* **Your task**
Print each record below character for character.
**** Provided information
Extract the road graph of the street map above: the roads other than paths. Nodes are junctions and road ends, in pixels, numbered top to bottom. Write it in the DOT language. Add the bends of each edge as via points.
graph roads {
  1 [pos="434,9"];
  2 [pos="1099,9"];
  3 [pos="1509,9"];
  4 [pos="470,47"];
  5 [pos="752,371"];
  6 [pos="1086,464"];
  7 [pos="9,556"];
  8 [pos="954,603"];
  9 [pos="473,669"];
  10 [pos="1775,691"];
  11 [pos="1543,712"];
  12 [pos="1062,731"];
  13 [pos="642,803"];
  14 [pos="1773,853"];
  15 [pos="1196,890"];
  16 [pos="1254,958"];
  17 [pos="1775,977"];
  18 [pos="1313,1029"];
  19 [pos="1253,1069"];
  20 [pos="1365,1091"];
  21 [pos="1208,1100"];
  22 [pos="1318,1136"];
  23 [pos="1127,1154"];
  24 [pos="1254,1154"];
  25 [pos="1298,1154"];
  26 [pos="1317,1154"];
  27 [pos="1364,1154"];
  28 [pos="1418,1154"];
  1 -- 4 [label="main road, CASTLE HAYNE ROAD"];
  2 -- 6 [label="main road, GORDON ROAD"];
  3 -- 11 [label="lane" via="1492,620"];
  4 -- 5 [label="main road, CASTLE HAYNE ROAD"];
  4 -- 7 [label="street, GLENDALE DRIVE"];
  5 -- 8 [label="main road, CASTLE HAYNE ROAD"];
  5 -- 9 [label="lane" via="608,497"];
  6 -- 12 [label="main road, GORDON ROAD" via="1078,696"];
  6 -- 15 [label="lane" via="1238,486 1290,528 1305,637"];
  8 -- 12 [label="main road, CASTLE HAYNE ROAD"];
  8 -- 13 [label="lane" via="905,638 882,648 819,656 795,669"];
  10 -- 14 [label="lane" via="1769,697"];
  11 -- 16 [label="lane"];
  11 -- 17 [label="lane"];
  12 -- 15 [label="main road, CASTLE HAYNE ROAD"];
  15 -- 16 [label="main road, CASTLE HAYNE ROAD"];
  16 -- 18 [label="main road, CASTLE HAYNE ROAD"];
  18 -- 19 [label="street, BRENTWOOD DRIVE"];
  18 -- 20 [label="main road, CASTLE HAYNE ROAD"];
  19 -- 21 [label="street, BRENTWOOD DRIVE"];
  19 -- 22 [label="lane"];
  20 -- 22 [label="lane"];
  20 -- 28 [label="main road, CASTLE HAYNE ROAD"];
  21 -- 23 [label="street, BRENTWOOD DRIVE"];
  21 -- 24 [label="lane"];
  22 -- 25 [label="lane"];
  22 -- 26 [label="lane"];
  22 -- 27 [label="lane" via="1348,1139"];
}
********
* **Answer section**
Extract the road graph of the street map above: the roads other than paths. Nodes are junctions and road ends, in pixels, numbered top to bottom. Write it in the DOT language. Add the bends of each edge as via points.
graph roads {
  1 [pos="434,9"];
  2 [pos="1099,9"];
  3 [pos="1509,9"];
  4 [pos="470,47"];
  5 [pos="752,371"];
  6 [pos="1086,464"];
  7 [pos="9,556"];
  8 [pos="954,603"];
  9 [pos="473,669"];
  10 [pos="1775,691"];
  11 [pos="1543,712"];
  12 [pos="1062,731"];
  13 [pos="642,803"];
  14 [pos="1773,853"];
  15 [pos="1196,890"];
  16 [pos="1254,958"];
  17 [pos="1775,977"];
  18 [pos="1313,1029"];
  19 [pos="1253,1069"];
  20 [pos="1365,1091"];
  21 [pos="1208,1100"];
  22 [pos="1318,1136"];
  23 [pos="1127,1154"];
  24 [pos="1254,1154"];
  25 [pos="1298,1154"];
  26 [pos="1317,1154"];
  27 [pos="1364,1154"];
  28 [pos="1418,1154"];
  1 -- 4 [label="main road, CASTLE HAYNE ROAD"];
  2 -- 6 [label="main road, GORDON ROAD"];
  3 -- 11 [label="lane" via="1492,620"];
  4 -- 5 [label="main road, CASTLE HAYNE ROAD"];
  4 -- 7 [label="street, GLENDALE DRIVE"];
  5 -- 8 [label="main road, CASTLE HAYNE ROAD"];
  5 -- 9 [label="lane" via="608,497"];
  6 -- 12 [label="main road, GORDON ROAD" via="1078,696"];
  6 -- 15 [label="lane" via="1238,486 1290,528 1305,637"];
  8 -- 12 [label="main road, CASTLE HAYNE ROAD"];
  8 -- 13 [label="lane" via="905,638 882,648 819,656 795,669"];
  10 -- 14 [label="lane" via="1769,697"];
  11 -- 16 [label="lane"];
  11 -- 17 [label="lane"];
  12 -- 15 [label="main road, CASTLE HAYNE ROAD"];
  15 -- 16 [label="main road, CASTLE HAYNE ROAD"];
  16 -- 18 [label="main road, CASTLE HAYNE ROAD"];
  18 -- 19 [label="street, BRENTWOOD DRIVE"];
  18 -- 20 [label="main road, CASTLE HAYNE ROAD"];
  19 -- 21 [label="street, BRENTWOOD DRIVE"];
  19 -- 22 [label="lane"];
  20 -- 22 [label="lane"];
  20 -- 28 [label="main road, CASTLE HAYNE ROAD"];
  21 -- 23 [label="street, BRENTWOOD DRIVE"];
  21 -- 24 [label="lane"];
  22 -- 25 [label="lane"];
  22 -- 26 [label="lane"];
  22 -- 27 [label="lane" via="1348,1139"];
}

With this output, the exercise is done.